***** Available data *****

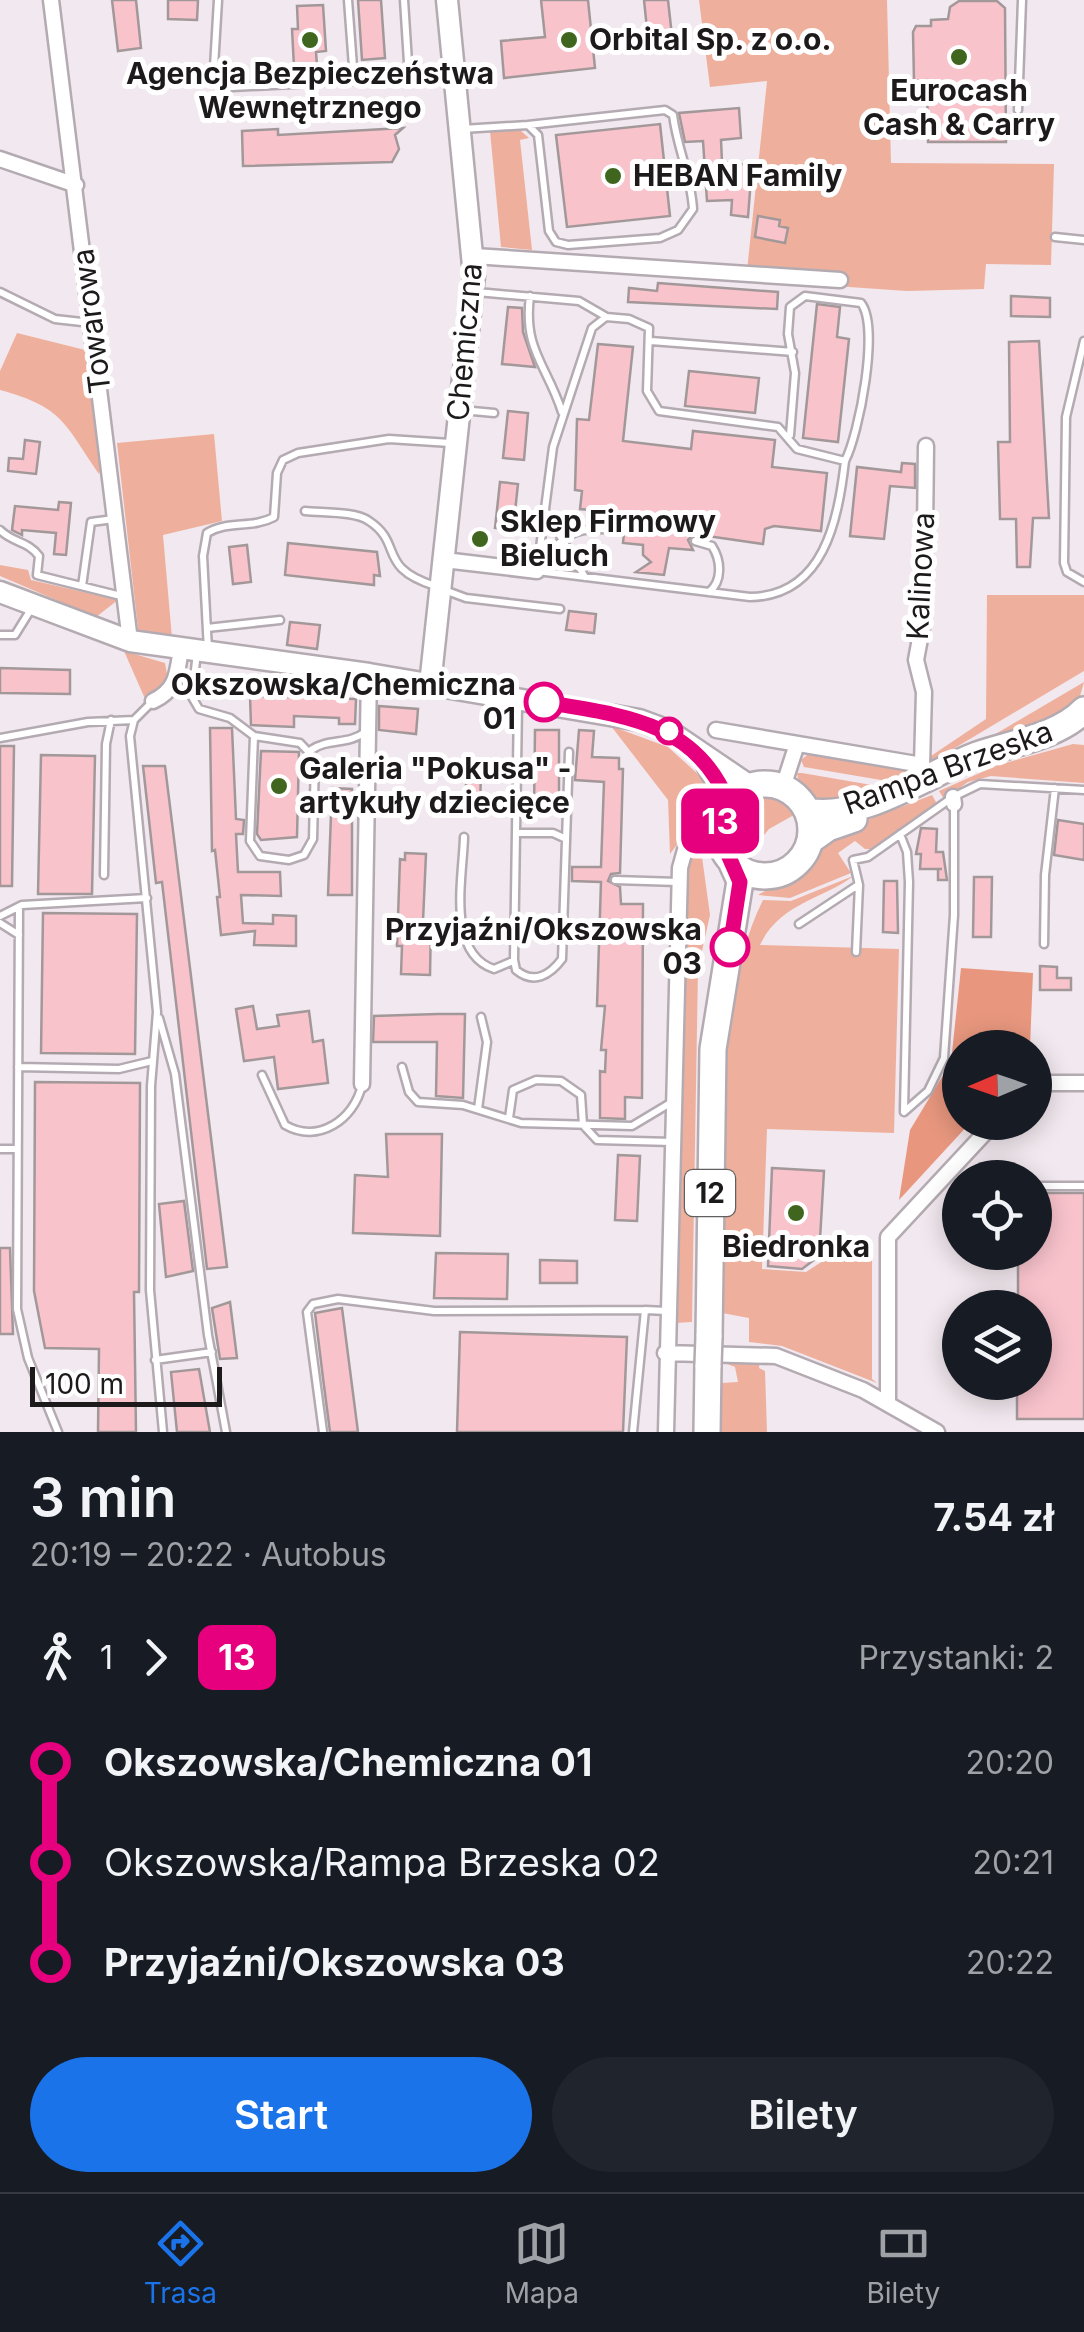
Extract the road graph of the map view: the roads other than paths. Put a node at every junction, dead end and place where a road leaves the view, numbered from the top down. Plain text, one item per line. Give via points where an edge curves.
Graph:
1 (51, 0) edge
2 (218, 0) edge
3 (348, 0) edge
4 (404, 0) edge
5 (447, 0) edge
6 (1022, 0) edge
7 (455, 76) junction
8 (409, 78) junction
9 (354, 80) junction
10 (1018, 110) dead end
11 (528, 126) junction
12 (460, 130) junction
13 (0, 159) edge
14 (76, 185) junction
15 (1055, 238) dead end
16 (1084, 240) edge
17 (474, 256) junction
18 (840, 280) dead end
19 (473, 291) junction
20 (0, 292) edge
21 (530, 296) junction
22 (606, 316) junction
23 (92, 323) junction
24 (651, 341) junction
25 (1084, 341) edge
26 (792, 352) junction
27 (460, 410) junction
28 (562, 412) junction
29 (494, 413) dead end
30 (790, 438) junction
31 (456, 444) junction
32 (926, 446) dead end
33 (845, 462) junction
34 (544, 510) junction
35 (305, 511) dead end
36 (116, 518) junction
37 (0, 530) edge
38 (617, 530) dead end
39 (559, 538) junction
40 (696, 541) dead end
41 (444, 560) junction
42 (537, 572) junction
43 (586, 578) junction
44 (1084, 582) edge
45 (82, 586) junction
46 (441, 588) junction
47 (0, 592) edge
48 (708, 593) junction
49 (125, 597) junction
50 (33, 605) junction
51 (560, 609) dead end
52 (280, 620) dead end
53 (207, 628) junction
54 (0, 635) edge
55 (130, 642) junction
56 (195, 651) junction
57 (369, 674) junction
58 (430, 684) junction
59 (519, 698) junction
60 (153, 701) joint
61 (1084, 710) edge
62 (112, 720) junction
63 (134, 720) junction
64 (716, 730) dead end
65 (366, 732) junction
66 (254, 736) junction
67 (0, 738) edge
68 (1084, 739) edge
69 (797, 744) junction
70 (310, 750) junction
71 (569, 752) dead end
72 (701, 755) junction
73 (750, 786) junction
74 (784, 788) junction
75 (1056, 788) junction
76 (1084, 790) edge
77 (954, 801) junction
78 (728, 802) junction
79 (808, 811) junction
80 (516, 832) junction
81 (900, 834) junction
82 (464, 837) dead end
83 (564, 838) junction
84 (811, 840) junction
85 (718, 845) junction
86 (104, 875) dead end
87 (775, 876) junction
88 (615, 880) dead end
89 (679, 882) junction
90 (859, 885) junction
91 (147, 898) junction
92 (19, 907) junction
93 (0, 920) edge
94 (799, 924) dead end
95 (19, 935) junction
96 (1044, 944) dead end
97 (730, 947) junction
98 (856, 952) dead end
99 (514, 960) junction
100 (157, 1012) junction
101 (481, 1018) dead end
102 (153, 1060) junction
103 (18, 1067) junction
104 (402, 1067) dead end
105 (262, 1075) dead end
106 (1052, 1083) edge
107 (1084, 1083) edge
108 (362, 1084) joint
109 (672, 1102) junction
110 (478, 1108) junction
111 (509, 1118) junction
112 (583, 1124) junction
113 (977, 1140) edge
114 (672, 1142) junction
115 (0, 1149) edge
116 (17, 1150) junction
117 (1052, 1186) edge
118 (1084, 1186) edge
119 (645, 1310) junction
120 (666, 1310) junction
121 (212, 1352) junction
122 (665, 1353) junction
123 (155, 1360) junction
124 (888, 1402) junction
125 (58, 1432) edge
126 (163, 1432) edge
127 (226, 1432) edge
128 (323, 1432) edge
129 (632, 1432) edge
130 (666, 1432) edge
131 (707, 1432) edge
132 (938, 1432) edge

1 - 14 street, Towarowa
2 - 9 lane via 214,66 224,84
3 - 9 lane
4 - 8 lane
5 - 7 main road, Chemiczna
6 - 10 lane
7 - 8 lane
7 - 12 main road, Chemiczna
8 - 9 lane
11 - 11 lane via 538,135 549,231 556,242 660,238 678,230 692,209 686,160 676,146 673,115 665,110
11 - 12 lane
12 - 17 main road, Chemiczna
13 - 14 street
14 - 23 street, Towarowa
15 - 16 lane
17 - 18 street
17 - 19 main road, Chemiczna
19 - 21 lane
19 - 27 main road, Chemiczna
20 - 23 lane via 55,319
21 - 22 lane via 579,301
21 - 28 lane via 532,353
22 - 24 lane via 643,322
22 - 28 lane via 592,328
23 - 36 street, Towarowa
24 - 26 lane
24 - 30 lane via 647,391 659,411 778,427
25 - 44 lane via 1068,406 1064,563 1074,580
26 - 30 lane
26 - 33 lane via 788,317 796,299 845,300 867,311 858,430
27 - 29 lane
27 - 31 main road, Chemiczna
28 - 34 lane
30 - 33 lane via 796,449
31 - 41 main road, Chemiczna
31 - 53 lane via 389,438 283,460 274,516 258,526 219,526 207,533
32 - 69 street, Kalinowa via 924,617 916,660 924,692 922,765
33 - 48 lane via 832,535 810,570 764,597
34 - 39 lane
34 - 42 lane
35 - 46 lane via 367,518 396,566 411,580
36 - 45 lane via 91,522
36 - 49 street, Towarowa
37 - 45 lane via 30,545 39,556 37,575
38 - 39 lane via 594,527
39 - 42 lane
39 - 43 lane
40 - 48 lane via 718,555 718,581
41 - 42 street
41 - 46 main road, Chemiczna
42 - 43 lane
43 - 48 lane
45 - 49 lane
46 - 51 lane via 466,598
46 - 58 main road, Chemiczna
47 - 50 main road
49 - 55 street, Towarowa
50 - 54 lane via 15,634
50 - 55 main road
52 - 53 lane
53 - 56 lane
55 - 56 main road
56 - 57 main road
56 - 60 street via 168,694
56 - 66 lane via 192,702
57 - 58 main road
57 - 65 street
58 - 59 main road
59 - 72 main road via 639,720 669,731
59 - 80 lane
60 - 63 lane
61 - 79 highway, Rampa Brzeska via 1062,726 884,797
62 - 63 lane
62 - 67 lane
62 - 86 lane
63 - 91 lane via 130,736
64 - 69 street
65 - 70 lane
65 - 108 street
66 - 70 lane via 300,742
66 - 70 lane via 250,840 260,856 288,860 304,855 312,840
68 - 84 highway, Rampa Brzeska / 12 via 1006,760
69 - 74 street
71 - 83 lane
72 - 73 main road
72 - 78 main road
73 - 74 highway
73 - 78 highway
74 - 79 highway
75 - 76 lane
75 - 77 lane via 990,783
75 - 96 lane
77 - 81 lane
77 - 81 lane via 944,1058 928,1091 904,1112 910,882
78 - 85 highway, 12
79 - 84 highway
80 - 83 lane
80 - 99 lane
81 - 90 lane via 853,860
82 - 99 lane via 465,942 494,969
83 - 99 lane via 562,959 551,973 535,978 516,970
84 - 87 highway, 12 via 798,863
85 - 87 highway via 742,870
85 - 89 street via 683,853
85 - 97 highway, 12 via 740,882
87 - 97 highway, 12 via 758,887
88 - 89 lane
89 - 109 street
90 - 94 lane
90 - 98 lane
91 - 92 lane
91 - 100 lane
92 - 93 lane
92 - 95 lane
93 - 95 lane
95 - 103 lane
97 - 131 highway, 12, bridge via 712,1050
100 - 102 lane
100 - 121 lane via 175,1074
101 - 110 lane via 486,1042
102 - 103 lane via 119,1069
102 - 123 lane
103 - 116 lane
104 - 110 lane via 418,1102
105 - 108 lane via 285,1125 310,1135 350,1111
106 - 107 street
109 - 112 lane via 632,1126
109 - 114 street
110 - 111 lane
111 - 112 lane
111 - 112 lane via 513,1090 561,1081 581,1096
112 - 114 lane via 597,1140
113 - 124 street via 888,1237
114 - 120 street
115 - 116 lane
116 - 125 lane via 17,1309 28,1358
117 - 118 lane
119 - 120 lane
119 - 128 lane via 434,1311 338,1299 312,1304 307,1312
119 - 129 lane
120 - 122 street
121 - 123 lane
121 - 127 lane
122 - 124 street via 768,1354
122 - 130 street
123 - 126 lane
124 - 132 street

*****

# Work required
What is the number of lines above that hold the string "Brzeska"? Answer with that number alone.

# Answer to the exercise
2